Pharmacological investigation of Trypanosoma cruzi phosphodiesterases as drug targets: Insight into target vulnerability

Abstract

The intracellular cAMP and cGMP levels are regulated by cyclic nucleotide phosphodiesterases (PDEs), a group of specific cyclic nucleotide-degrading enzymes involved in the control of homeostasis. It is long been self-evident that increased knowledge of cyclic nucleotide signaling pathways can lead to the development of therapeutic agents against human diseases. The kinetoplastid PDEs are highly similar to most of the human homologs, which justifies the potential repurposing of PDE inhibitors as potential antiparasitic agents. Also, these PDEs are highly amenable to selective inhibition, due to small differences in their binding pockets. Correlating target engagement with in vivo drug activity remains a central challenge in efforts to improve the efficiency of drug treatment and discovery. Among other methods, cell-based washout experiments, in which the phenotypic consequences of target engagement are evaluated once drug is “removed” from the system, can provide direct insight into target vulnerability.
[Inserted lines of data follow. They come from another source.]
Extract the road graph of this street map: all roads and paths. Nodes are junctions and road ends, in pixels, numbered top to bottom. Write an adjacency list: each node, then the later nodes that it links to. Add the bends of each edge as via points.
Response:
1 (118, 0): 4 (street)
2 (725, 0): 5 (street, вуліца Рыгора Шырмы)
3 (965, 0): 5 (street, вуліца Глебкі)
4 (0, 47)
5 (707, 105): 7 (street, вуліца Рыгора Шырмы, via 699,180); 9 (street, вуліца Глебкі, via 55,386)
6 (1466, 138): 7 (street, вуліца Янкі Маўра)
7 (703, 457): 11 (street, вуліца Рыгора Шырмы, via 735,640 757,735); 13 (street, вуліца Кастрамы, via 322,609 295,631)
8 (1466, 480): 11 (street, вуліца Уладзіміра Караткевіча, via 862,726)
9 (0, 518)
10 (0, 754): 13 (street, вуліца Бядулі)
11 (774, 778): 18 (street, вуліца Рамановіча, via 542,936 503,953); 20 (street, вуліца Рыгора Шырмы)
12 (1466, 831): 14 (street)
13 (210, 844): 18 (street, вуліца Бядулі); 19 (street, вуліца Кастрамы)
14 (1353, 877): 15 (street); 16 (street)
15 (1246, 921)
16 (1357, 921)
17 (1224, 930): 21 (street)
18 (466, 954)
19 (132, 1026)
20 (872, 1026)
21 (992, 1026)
In this work, washout experiments were performed to test the effect of three commercial PDE inhibitors: Rolipram, Zaprinast and Vinpocetine. Post-washout infection inhibition was maintained for all inhibitors, but Vinpocetine showed the largest detrimental effect on in vitro T. cruzi infection experiments. This inhibitor also proved to be effective in trypomastigotes and amastigotes. As additional experiments in order to support target validation, we tested two other compounds from in silico studies, Terameprocol and Lasalocid. Both compounds showed to be effective at low concentrations in the amastigote stage in our experimental model. Finally, we evaluated the effect of both drugs on enzymatic activity using TcrPDEB2 and TcrPDEC recombinant T. cruzi enzymes. Both compounds showed activity inhibition at low concentrations. In summary, these results highlight the potential of PDEs as targets against Chagas´ disease.